Your task = Among the entries below, find the lines with "Kipumbwe" and copy them.

The data =
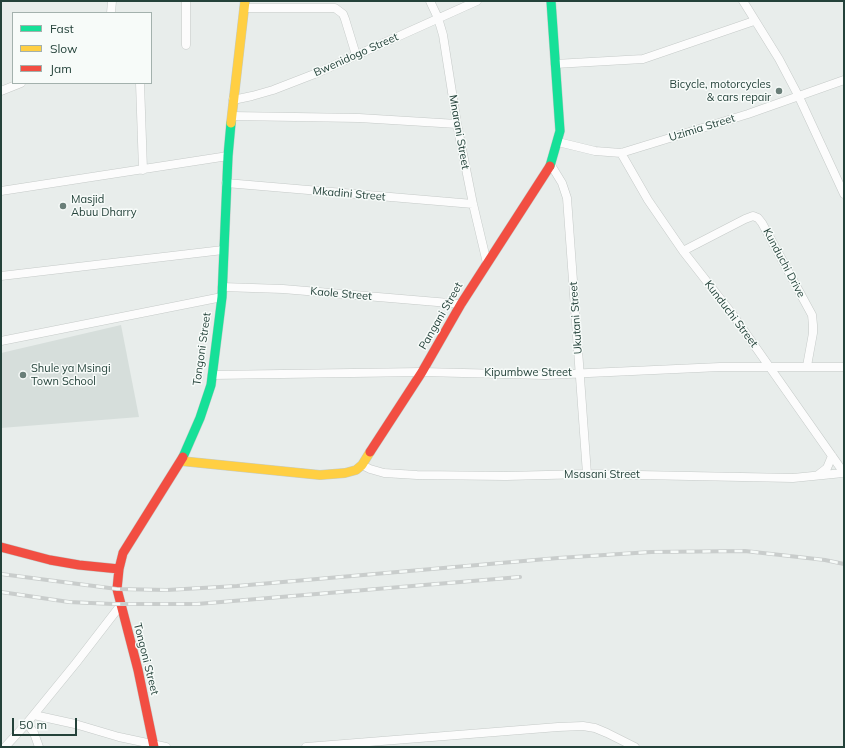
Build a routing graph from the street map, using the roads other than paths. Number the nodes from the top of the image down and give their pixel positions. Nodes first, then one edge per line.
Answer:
1 (112, 1) edge
2 (186, 1) edge
3 (430, 1) edge
4 (477, 1) edge
5 (551, 1) edge
6 (743, 1) edge
7 (244, 5) edge
8 (111, 12) edge
9 (438, 18) junction
10 (754, 21) junction
11 (186, 45) dead end
12 (356, 56) junction
13 (555, 64) junction
14 (844, 80) edge
15 (18, 84) edge
16 (140, 84) edge
17 (1, 91) edge
18 (799, 97) junction
19 (233, 100) junction
20 (232, 116) junction
21 (457, 124) junction
22 (558, 142) junction
23 (621, 153) junction
24 (228, 156) junction
25 (551, 164) junction
26 (143, 170) junction
27 (226, 183) junction
28 (1, 191) edge
29 (844, 192) edge
30 (473, 204) junction
31 (224, 250) junction
32 (683, 251) junction
33 (487, 263) junction
34 (1, 276) edge
35 (222, 287) junction
36 (222, 297) junction
37 (461, 304) junction
38 (1, 341) edge
39 (770, 366) junction
40 (807, 366) junction
41 (844, 367) edge
42 (422, 372) junction
43 (579, 373) junction
44 (212, 376) junction
45 (832, 456) junction
46 (181, 461) junction
47 (362, 465) junction
48 (844, 473) edge
49 (587, 474) junction
50 (816, 476) junction
51 (1, 547) edge
52 (118, 569) junction
53 (120, 606) junction
54 (34, 714) junction
55 (27, 723) junction
56 (153, 746) edge
57 (5, 747) edge
58 (39, 747) edge
59 (166, 747) edge
60 (306, 747) edge
61 (634, 747) edge

1 - 8 street
2 - 11 street
3 - 9 street, Mnarani Street
4 - 9 street, Bwenidogo Street
5 - 13 street, Pangani Street
6 - 10 street
7 - 12 street
7 - 19 street, Tongoni Street
9 - 12 street, Bwenidogo Street
9 - 21 street, Mnarani Street
10 - 13 street
10 - 18 street
12 - 19 street, Bwenidogo Street
13 - 22 street, Pangani Street
14 - 18 street, Uzimia Street
15 - 17 street
16 - 26 street
18 - 23 street, Uzimia Street
18 - 29 street
19 - 20 street, Tongoni Street
20 - 21 street
20 - 24 street, Tongoni Street
21 - 30 street, Mnarani Street
22 - 23 street, Uzimia Street
22 - 25 street, Pangani Street
23 - 32 street, Kunduchi Street
24 - 26 street
24 - 27 street, Tongoni Street
25 - 33 street, Pangani Street
25 - 43 street, Ukutani Street
26 - 28 street
27 - 30 street, Mkadini Street
27 - 31 street, Tongoni Street
30 - 33 street, Mnarani Street
31 - 34 street
31 - 35 street, Tongoni Street
32 - 39 street, Kunduchi Street
32 - 40 street, Kunduchi Drive
33 - 37 street, Pangani Street
35 - 36 street, Tongoni Street
35 - 37 street, Kaole Street
36 - 38 street
36 - 44 street, Tongoni Street
37 - 42 street, Pangani Street
39 - 40 street, Kipumbwe Street
39 - 43 street, Kipumbwe Street
39 - 45 street, Kunduchi Street
40 - 41 street, Kipumbwe Street
42 - 43 street, Kipumbwe Street
42 - 44 street, Kipumbwe Street
42 - 47 street, Pangani Street
43 - 49 street, Ukutani Street
44 - 46 street, Tongoni Street
45 - 48 street, Kunduchi Street
45 - 50 street
46 - 47 street
46 - 52 street, Tongoni Street
47 - 49 street, Msasani Street
48 - 50 street, Msasani Street
49 - 50 street, Msasani Street
51 - 52 street
52 - 53 street, Tongoni Street
53 - 54 street
53 - 56 street, Tongoni Street
54 - 55 street
54 - 56 street
55 - 57 street
55 - 58 street
56 - 59 street
60 - 61 street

Exercise response =
39 - 40 street, Kipumbwe Street
39 - 43 street, Kipumbwe Street
40 - 41 street, Kipumbwe Street
42 - 43 street, Kipumbwe Street
42 - 44 street, Kipumbwe Street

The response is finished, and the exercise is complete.